(Collected data)

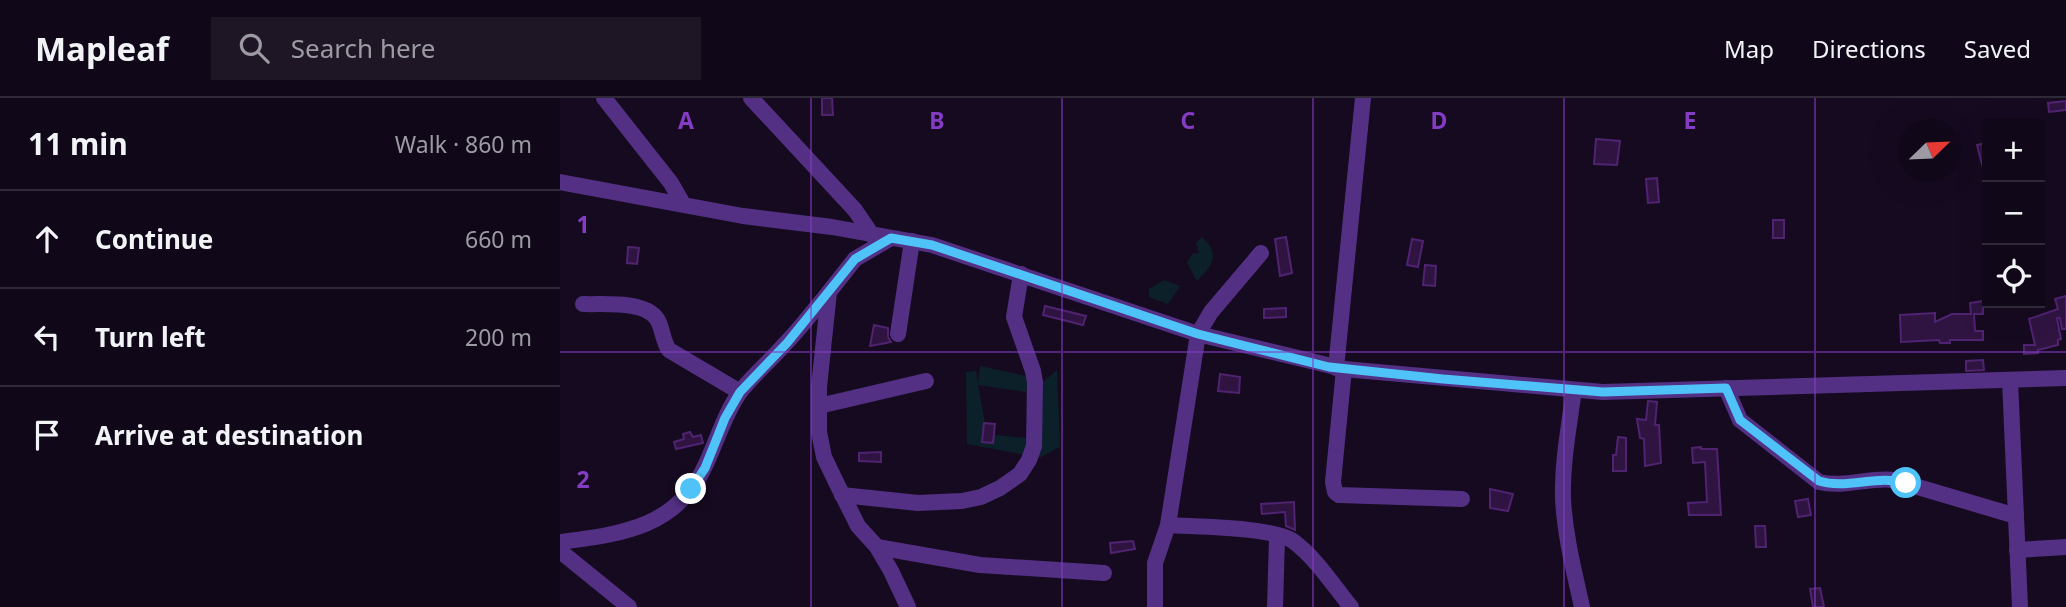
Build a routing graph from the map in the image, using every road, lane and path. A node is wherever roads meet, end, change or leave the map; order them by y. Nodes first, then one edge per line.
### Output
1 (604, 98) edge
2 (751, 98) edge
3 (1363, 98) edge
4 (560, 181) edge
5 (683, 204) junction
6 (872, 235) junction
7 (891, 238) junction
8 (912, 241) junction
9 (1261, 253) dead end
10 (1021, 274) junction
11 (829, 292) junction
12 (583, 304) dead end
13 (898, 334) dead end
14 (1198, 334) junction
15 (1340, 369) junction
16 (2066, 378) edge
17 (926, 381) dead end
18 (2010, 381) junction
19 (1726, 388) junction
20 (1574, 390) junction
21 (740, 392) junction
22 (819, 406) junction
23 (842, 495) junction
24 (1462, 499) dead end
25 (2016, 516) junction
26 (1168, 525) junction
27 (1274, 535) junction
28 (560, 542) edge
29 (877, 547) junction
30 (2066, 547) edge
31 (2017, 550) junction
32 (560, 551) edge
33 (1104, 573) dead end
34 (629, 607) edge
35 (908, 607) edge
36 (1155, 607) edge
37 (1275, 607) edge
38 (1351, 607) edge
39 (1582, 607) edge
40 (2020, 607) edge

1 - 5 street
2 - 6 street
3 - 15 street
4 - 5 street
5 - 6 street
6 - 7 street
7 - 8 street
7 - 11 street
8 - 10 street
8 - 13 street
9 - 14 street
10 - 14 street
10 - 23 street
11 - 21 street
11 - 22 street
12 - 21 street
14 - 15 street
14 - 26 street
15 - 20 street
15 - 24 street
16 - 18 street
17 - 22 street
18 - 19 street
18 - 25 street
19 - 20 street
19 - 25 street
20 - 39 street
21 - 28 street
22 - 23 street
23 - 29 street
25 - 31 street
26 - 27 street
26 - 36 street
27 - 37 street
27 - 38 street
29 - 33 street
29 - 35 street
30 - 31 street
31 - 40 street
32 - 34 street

* **TASK INSTRUCTIONS**: Among the entries above, how many lines hold the string "dead"? Answer with the bare number.

* **ANSWER AREA**: 6